*Instructions for the task*
Without including pictures, set down every record exactly as it stands.

*Dataset extract*
○ ○ ○

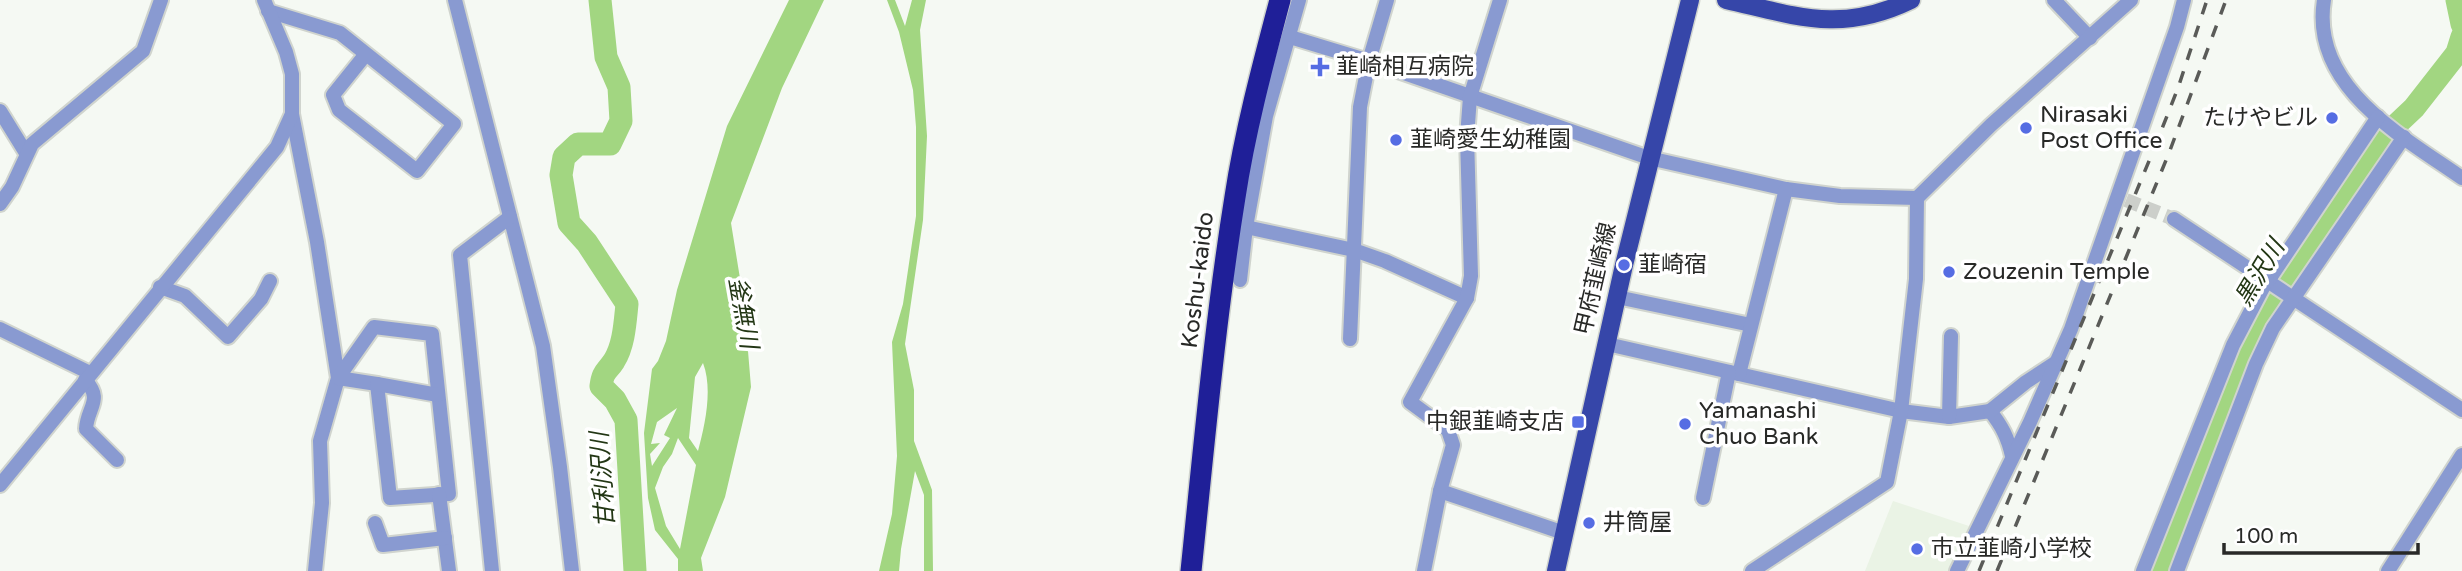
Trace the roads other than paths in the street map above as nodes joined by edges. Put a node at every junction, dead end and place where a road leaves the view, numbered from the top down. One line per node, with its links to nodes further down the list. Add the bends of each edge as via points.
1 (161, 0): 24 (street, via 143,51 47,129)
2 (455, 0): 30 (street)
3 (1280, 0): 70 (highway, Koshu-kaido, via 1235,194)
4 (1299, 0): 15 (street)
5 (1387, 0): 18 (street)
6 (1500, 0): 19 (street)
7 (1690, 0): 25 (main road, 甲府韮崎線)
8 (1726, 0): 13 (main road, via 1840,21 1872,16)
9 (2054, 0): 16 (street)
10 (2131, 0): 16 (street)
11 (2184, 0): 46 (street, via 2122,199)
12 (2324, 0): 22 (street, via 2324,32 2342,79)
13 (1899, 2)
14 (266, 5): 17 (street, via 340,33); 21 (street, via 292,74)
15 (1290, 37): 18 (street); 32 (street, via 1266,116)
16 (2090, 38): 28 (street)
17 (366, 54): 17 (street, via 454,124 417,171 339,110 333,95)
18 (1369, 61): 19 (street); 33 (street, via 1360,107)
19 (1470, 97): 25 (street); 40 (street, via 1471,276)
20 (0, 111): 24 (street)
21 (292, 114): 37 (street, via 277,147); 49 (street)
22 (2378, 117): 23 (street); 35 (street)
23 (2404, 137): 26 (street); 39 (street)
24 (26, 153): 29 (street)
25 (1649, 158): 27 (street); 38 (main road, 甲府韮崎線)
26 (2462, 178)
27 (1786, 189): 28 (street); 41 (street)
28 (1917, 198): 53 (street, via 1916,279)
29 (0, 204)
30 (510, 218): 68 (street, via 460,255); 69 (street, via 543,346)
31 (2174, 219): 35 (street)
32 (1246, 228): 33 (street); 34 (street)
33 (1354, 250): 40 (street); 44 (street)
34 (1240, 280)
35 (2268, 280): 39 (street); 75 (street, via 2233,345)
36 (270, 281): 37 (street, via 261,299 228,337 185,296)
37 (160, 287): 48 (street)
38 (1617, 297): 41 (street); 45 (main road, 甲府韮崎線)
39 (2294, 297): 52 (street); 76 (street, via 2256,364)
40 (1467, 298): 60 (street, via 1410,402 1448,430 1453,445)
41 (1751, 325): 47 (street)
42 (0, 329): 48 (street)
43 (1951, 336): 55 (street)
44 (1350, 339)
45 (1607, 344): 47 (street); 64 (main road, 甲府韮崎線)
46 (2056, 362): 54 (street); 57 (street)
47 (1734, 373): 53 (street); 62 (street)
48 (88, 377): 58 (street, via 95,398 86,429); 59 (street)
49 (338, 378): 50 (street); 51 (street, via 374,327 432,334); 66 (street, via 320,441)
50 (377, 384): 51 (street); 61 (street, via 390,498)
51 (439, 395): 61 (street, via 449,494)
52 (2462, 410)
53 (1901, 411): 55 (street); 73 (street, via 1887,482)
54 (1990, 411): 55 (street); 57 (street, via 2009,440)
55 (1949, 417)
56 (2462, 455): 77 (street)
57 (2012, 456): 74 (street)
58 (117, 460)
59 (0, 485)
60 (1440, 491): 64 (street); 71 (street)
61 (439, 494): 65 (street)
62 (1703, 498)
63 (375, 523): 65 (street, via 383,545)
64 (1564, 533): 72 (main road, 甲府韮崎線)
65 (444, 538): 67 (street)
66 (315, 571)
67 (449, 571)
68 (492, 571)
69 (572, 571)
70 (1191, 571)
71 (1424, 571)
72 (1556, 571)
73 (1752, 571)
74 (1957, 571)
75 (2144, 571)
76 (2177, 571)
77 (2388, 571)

○ ○ ○

*Answer to this exercise*
Trace the roads other than paths in the street map above as nodes joined by edges. Put a node at every junction, dead end and place where a road leaves the view, numbered from the top down. One line per node, with its links to nodes further down the list. Add the bends of each edge as via points.
1 (161, 0): 24 (street, via 143,51 47,129)
2 (455, 0): 30 (street)
3 (1280, 0): 70 (highway, Koshu-kaido, via 1235,194)
4 (1299, 0): 15 (street)
5 (1387, 0): 18 (street)
6 (1500, 0): 19 (street)
7 (1690, 0): 25 (main road, 甲府韮崎線)
8 (1726, 0): 13 (main road, via 1840,21 1872,16)
9 (2054, 0): 16 (street)
10 (2131, 0): 16 (street)
11 (2184, 0): 46 (street, via 2122,199)
12 (2324, 0): 22 (street, via 2324,32 2342,79)
13 (1899, 2)
14 (266, 5): 17 (street, via 340,33); 21 (street, via 292,74)
15 (1290, 37): 18 (street); 32 (street, via 1266,116)
16 (2090, 38): 28 (street)
17 (366, 54): 17 (street, via 454,124 417,171 339,110 333,95)
18 (1369, 61): 19 (street); 33 (street, via 1360,107)
19 (1470, 97): 25 (street); 40 (street, via 1471,276)
20 (0, 111): 24 (street)
21 (292, 114): 37 (street, via 277,147); 49 (street)
22 (2378, 117): 23 (street); 35 (street)
23 (2404, 137): 26 (street); 39 (street)
24 (26, 153): 29 (street)
25 (1649, 158): 27 (street); 38 (main road, 甲府韮崎線)
26 (2462, 178)
27 (1786, 189): 28 (street); 41 (street)
28 (1917, 198): 53 (street, via 1916,279)
29 (0, 204)
30 (510, 218): 68 (street, via 460,255); 69 (street, via 543,346)
31 (2174, 219): 35 (street)
32 (1246, 228): 33 (street); 34 (street)
33 (1354, 250): 40 (street); 44 (street)
34 (1240, 280)
35 (2268, 280): 39 (street); 75 (street, via 2233,345)
36 (270, 281): 37 (street, via 261,299 228,337 185,296)
37 (160, 287): 48 (street)
38 (1617, 297): 41 (street); 45 (main road, 甲府韮崎線)
39 (2294, 297): 52 (street); 76 (street, via 2256,364)
40 (1467, 298): 60 (street, via 1410,402 1448,430 1453,445)
41 (1751, 325): 47 (street)
42 (0, 329): 48 (street)
43 (1951, 336): 55 (street)
44 (1350, 339)
45 (1607, 344): 47 (street); 64 (main road, 甲府韮崎線)
46 (2056, 362): 54 (street); 57 (street)
47 (1734, 373): 53 (street); 62 (street)
48 (88, 377): 58 (street, via 95,398 86,429); 59 (street)
49 (338, 378): 50 (street); 51 (street, via 374,327 432,334); 66 (street, via 320,441)
50 (377, 384): 51 (street); 61 (street, via 390,498)
51 (439, 395): 61 (street, via 449,494)
52 (2462, 410)
53 (1901, 411): 55 (street); 73 (street, via 1887,482)
54 (1990, 411): 55 (street); 57 (street, via 2009,440)
55 (1949, 417)
56 (2462, 455): 77 (street)
57 (2012, 456): 74 (street)
58 (117, 460)
59 (0, 485)
60 (1440, 491): 64 (street); 71 (street)
61 (439, 494): 65 (street)
62 (1703, 498)
63 (375, 523): 65 (street, via 383,545)
64 (1564, 533): 72 (main road, 甲府韮崎線)
65 (444, 538): 67 (street)
66 (315, 571)
67 (449, 571)
68 (492, 571)
69 (572, 571)
70 (1191, 571)
71 (1424, 571)
72 (1556, 571)
73 (1752, 571)
74 (1957, 571)
75 (2144, 571)
76 (2177, 571)
77 (2388, 571)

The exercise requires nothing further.